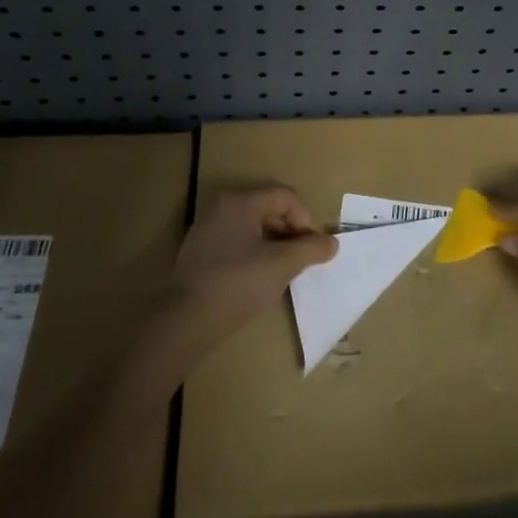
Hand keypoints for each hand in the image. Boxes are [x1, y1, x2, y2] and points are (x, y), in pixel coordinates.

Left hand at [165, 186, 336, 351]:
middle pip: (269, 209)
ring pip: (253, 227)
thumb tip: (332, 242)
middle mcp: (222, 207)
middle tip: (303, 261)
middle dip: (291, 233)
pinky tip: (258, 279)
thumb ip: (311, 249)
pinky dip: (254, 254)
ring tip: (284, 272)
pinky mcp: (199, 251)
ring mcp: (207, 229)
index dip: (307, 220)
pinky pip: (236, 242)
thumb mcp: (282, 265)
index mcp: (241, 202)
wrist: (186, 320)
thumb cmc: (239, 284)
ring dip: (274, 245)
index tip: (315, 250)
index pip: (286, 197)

= = = = = = =

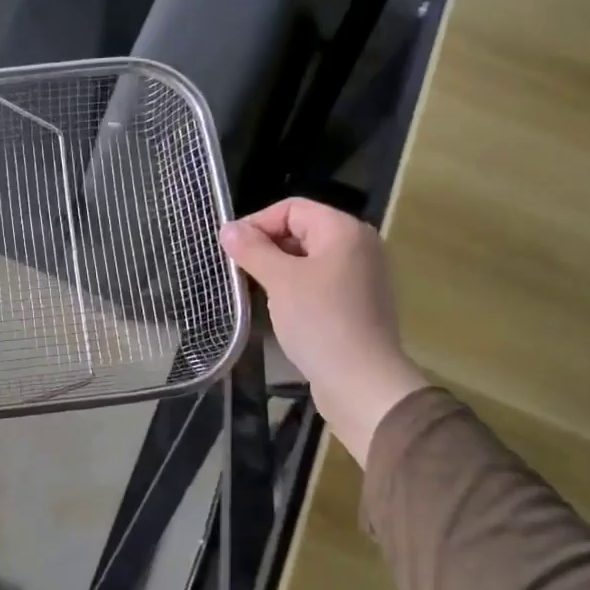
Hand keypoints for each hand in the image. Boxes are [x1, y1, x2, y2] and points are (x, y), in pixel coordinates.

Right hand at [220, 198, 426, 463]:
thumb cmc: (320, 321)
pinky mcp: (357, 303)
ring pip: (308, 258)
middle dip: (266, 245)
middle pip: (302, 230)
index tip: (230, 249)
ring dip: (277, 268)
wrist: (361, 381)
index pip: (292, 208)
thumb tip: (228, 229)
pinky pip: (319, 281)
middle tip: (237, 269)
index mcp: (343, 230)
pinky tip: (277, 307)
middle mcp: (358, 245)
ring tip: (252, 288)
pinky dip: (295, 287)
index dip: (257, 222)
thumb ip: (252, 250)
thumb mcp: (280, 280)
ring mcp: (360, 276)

= = = = = = =

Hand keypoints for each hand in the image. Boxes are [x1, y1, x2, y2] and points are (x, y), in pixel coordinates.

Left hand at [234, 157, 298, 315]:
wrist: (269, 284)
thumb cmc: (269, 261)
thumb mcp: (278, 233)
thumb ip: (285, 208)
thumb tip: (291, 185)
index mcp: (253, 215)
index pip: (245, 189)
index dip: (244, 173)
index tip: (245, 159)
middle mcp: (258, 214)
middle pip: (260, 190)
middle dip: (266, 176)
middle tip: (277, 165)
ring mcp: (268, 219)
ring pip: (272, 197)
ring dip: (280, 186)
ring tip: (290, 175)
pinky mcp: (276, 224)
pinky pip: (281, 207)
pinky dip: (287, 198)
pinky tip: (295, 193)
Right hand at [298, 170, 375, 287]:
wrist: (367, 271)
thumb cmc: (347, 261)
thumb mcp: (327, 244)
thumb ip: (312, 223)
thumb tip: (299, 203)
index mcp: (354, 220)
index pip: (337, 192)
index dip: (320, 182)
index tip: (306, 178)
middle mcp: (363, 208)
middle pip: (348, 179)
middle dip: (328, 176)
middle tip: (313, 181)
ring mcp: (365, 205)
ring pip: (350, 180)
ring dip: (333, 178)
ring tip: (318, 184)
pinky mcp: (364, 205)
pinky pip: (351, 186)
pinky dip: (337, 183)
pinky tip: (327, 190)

= = = = = = =

Aim of the exercise>
Working from the material above, retype exactly the lines from the one with "index dip: (244, 173)" through the one with "pinky tip: (327, 190)", both included, and only those lines.

Output for this exercise>
index dip: (244, 173)
index tip: (245, 159)
middle mcp: (258, 214)
middle pip: (260, 190)
middle dip: (266, 176)
middle tip: (277, 165)
ring mcp: (268, 219)
ring pip: (272, 197)
ring dip: (280, 186)
ring tip: (290, 175)
pinky mcp: (276, 224)
pinky pip: (281, 207)
pinky dip: (287, 198)
pinky tip: (295, 193)
Right hand at [298, 170, 375, 287]:
wrist: (367, 271)
thumb cmc: (347, 261)
thumb mcp: (327, 244)
thumb ip: (312, 223)
thumb tip: (299, 203)
index mcp: (354, 220)
index pip: (337, 192)
index dip: (320, 182)
index tip: (306, 178)
middle mcp: (363, 208)
middle pip: (348, 179)
middle dip: (328, 176)
middle tip: (313, 181)
ring mcp: (365, 205)
ring pip: (350, 180)
ring dip: (333, 178)
ring tip: (318, 184)
pinky mcp: (364, 205)
pinky pip: (351, 186)
pinky dip: (337, 183)
pinky tip: (327, 190)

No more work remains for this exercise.